Step 1: Organizing the data
The data can be organized best by referring to the interview guide. The researcher should be able to identify and identify the difference between the topics/questions you are trying to answer, including those that have been included in the interview guide as essential.
Step 2: Finding and organizing ideas and concepts
Once you have acknowledged the frequently used phrases as well as ideas emanating from the interviewee expressing themselves from a given set of information, the researcher will have to organize such thoughts into categories and codes.

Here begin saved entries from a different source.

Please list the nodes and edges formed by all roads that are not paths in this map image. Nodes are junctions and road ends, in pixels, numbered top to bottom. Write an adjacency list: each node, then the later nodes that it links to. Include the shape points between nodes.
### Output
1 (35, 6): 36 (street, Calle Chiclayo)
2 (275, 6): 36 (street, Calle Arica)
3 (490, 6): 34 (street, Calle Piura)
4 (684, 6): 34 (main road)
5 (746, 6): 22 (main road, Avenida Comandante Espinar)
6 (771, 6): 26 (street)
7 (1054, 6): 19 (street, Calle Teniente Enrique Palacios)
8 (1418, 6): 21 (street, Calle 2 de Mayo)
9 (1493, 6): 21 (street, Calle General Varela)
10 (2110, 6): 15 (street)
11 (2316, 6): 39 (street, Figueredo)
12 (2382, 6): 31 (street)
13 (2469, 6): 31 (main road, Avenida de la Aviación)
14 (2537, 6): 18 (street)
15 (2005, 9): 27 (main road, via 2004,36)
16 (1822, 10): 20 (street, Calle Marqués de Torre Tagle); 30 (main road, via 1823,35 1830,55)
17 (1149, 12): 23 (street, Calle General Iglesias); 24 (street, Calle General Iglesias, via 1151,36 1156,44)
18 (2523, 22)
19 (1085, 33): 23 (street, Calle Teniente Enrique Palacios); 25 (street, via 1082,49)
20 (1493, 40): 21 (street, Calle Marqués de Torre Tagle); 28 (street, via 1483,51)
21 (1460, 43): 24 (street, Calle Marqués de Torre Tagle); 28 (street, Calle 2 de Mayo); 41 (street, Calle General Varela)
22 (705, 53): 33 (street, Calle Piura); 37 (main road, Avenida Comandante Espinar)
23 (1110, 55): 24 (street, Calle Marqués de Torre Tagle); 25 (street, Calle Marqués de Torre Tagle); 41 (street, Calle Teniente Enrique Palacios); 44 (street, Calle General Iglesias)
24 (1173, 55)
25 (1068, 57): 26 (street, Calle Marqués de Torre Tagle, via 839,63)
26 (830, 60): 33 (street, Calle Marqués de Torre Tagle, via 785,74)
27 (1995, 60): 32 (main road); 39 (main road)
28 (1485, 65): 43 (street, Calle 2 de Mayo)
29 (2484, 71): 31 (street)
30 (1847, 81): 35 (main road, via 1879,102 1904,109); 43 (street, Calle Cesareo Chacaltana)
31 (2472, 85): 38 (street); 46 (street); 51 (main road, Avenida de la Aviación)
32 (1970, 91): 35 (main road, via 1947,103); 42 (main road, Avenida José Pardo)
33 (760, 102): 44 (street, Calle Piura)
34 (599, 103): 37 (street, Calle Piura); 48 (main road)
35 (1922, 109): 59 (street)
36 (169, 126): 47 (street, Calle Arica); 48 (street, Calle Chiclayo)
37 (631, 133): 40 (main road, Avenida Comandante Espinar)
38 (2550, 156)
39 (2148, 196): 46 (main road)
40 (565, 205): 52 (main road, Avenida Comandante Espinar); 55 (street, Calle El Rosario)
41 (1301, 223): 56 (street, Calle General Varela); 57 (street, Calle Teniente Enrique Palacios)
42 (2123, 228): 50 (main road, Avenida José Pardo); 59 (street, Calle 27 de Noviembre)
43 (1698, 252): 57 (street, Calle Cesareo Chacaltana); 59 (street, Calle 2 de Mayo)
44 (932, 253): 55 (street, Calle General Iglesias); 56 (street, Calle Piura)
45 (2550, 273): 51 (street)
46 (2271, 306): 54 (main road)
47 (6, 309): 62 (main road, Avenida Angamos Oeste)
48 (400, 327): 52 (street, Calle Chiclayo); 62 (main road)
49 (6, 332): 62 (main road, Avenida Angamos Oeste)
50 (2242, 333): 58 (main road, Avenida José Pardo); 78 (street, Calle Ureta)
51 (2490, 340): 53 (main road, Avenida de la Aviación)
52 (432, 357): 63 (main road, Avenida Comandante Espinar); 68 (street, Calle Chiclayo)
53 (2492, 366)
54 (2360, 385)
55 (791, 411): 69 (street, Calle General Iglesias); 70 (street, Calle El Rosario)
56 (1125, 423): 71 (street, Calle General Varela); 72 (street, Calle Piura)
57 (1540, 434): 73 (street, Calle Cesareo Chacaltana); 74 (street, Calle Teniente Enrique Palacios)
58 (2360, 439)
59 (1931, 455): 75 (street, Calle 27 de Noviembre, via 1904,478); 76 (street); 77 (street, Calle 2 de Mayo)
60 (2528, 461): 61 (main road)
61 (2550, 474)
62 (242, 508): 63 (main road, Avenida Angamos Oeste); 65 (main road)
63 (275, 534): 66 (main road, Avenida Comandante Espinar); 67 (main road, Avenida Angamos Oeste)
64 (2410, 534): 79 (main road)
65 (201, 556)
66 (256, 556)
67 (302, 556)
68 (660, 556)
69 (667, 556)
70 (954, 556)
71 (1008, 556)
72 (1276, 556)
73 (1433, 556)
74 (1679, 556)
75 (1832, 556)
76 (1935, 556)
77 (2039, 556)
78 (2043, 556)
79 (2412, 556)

Step 3: Building overarching themes in the data
Every response category should entail one or more linked ideas that issue a deeper meaning of the data. It is possible to top to collapse the different types under one central overarching theme.
Step 4: Ensuring reliability and validity in the data analysis and the findings
Ensuring safety (consistency of the research findings) necessitates diligent determinations and an obligation to consistency throughout interviewing, transcribing, and analyzing the outcomes.
Step 5: Finding possible and plausible explanations for findings
You’ve been paying attention and collecting data throughout the research process. Now this information will help you to tie themes together to get a better idea of the results you found and why you found them.
Step 6: An overview of the final steps
It is essential to think about the implications once you have developed the over-arching themes. The research findings should assist not only in identifying the strategies but also in bringing about change and being responsive to the needs of a community.